So this modified version of Example 4 works:
def my_defining_func():
def mymethod_outer(self):
return self.y
class MyClass(object):
mymethod = mymethod_outer
y = 3
return MyClass
my_defining_func()
However this doesn't:
def my_defining_func():
def mymethod(self):
return self.y
class MyClass(object):
mymethod_temp = mymethod
mymethod = mymethod_temp
y = 3
return MyClass
my_defining_func()
I still don't fully understand why this masking occurs: shouldn't the name binding occur when the assignment happens?

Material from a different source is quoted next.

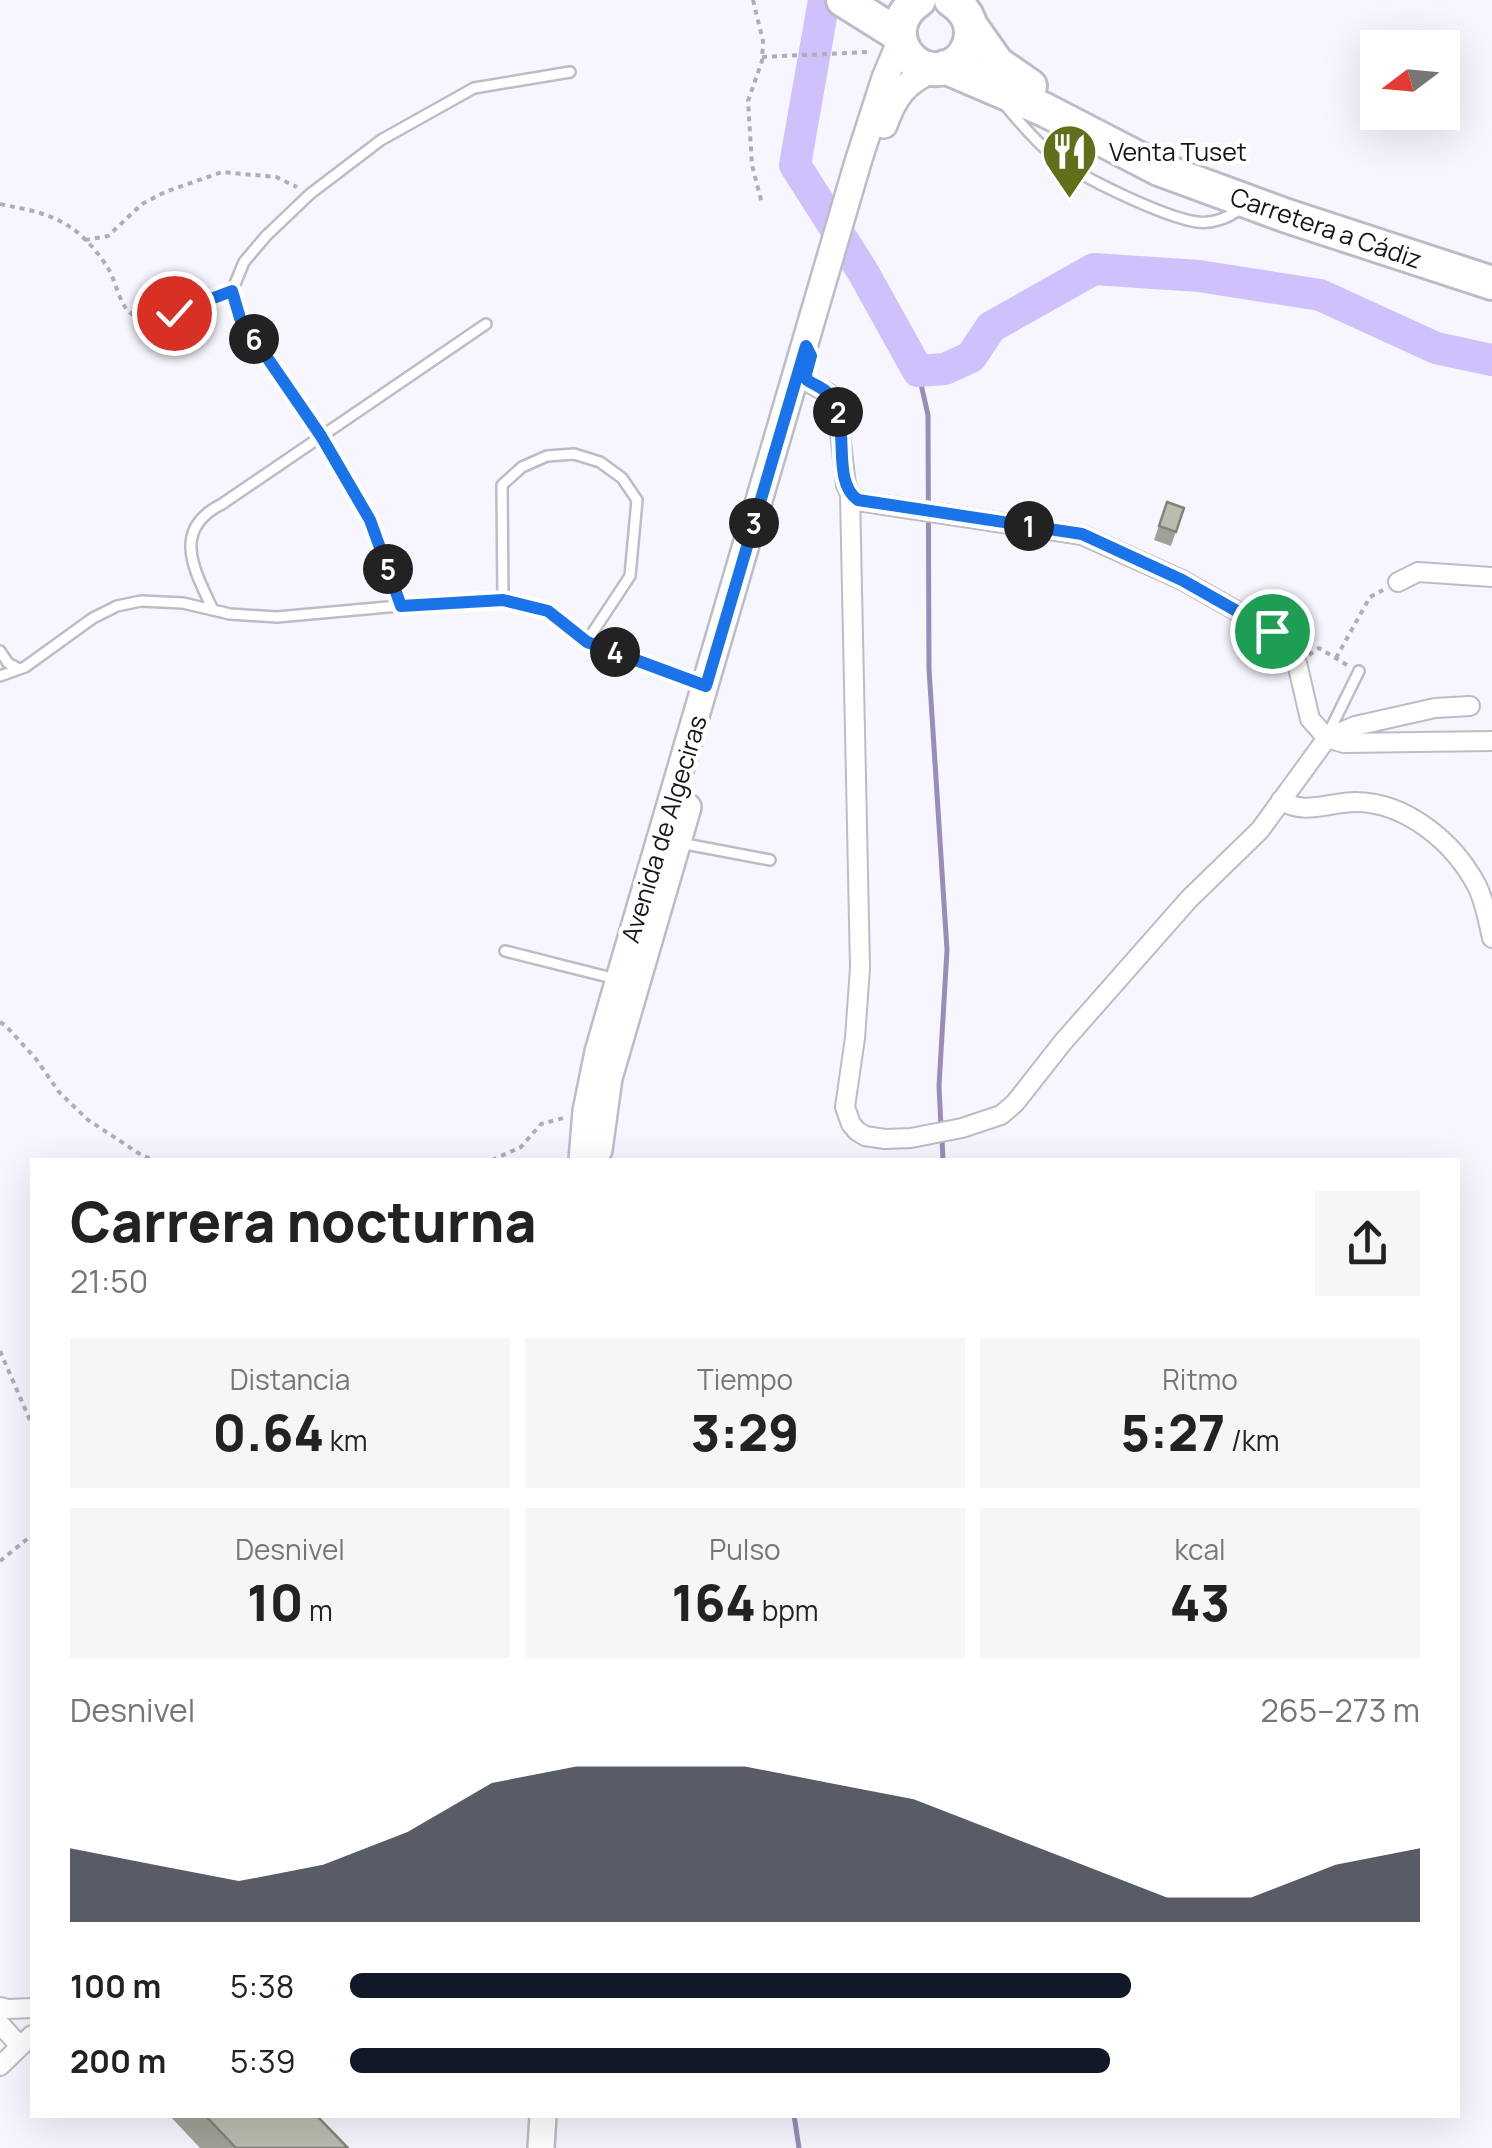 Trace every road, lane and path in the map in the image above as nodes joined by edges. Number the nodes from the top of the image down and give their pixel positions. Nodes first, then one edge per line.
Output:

This example at least provides some hint (and a more useful error message):
>>> def my_defining_func():
... x = 3
... def my_inner_func():
... x = x
... return x
... return my_inner_func
...
>>> my_defining_func()()
Traceback (most recent call last):
File "<stdin>", line 1, in <module>
File "<stdin>", line 4, in my_inner_func
UnboundLocalError: local variable 'x' referenced before assignment
>>> my_defining_func()
<function my_inner_func at 0xb755e6f4>
So it appears that the local variable is defined at function creation (which succeeds), resulting in the local name being "reserved" and thus masking the outer-scope name when the function is called.
Interesting.
Thanks Frédéric for the answer(s)!
For reference, from the python docs:
It is important to realize that scopes
are determined textually: the global
scope of a function defined in a
module is that module’s namespace, no
matter from where or by what alias the
function is called. On the other hand,
the actual search for names is done
dynamically, at run time — however,
the language definition is evolving
towards static name resolution, at
“compile” time, so don’t rely on
dynamic name resolution! (In fact,
local variables are already determined
statically.)
Edit 4
The Real Answer
This seemingly confusing behaviour is caused by Python's statically nested scopes as defined in PEP 227. It actually has nothing to do with PEP 3104.
From PEP 227:
The name resolution rules are typical
for statically scoped languages [...]
[except] variables are not declared.
If a name binding operation occurs
anywhere in a function, then that name
is treated as local to the function
and all references refer to the local
binding. If a reference occurs before
the name is bound, a NameError is
raised.
[...]
An example from Tim Peters demonstrates the potential pitfalls of
nested scopes in the absence of declarations:
i = 6
def f(x):
def g():
print i
# ...
# skip to the next page
# ...
for i in x: # ah, i *is* local to f, so this is what g sees
pass
g()
The call to g() will refer to the variable i bound in f() by the for
loop. If g() is called before the loop is executed, a NameError will
be raised.
Lets run two simpler versions of Tim's example:
>>> i = 6
>>> def f(x):
... def g():
... print i
... # ...
... # later
... # ...
... i = x
... g()
...
>>> f(3)
3
when g() doesn't find i in its inner scope, it dynamically searches outwards, finding the i in f's scope, which has been bound to 3 through the i = x assignment.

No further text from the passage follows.